_Work instruction_
Check every line of the listing below for the word "Kanyakumari" and give the number of lines where it appears, with nothing added.

========

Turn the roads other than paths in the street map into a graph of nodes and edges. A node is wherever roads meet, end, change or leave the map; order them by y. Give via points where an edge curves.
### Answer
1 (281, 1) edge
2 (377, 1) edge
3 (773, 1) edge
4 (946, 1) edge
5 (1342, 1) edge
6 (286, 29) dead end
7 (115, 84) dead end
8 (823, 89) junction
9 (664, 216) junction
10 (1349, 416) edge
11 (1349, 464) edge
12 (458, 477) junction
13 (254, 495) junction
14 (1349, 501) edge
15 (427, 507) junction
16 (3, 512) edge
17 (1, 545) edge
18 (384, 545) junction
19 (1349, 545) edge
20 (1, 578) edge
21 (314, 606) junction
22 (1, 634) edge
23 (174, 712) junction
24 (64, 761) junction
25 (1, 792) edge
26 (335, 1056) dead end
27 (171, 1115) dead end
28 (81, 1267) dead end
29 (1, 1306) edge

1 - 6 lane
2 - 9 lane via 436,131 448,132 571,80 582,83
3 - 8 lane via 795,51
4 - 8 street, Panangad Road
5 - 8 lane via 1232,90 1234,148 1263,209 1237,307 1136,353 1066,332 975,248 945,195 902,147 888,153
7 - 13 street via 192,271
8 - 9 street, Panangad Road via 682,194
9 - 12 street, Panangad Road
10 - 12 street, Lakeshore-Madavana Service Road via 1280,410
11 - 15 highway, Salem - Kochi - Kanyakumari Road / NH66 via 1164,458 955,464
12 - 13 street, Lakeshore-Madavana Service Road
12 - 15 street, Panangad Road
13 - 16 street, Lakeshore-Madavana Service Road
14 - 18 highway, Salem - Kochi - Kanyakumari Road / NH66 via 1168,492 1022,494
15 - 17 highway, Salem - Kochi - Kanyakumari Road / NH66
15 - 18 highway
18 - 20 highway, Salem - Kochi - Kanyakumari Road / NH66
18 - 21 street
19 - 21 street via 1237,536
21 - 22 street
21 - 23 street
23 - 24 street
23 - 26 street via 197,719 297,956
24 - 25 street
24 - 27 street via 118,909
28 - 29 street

========

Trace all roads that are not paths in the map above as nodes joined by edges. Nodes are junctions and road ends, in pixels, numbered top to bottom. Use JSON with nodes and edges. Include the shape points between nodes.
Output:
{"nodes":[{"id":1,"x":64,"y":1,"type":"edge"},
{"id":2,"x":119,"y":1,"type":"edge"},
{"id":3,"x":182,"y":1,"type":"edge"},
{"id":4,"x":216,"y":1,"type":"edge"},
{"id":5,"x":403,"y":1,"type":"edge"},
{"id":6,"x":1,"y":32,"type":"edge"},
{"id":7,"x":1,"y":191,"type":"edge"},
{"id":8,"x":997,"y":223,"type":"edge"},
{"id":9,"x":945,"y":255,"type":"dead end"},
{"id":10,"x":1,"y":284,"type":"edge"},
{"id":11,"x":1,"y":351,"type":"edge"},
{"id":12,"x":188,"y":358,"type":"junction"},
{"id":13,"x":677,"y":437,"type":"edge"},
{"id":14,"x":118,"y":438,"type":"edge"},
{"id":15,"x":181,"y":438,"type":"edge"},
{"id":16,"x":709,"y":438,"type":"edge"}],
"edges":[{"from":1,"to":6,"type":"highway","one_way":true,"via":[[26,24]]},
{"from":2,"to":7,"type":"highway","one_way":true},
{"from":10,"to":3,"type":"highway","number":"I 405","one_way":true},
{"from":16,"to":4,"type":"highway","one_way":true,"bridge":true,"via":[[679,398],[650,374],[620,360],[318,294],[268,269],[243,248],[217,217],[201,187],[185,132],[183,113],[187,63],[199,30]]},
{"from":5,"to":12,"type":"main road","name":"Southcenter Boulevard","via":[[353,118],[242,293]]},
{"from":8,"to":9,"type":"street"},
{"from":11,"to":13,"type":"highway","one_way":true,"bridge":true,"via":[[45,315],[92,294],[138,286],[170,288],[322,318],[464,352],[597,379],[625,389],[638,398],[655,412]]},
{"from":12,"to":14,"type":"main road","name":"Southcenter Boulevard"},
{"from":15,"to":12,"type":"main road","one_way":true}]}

========

_Completed exercise_
4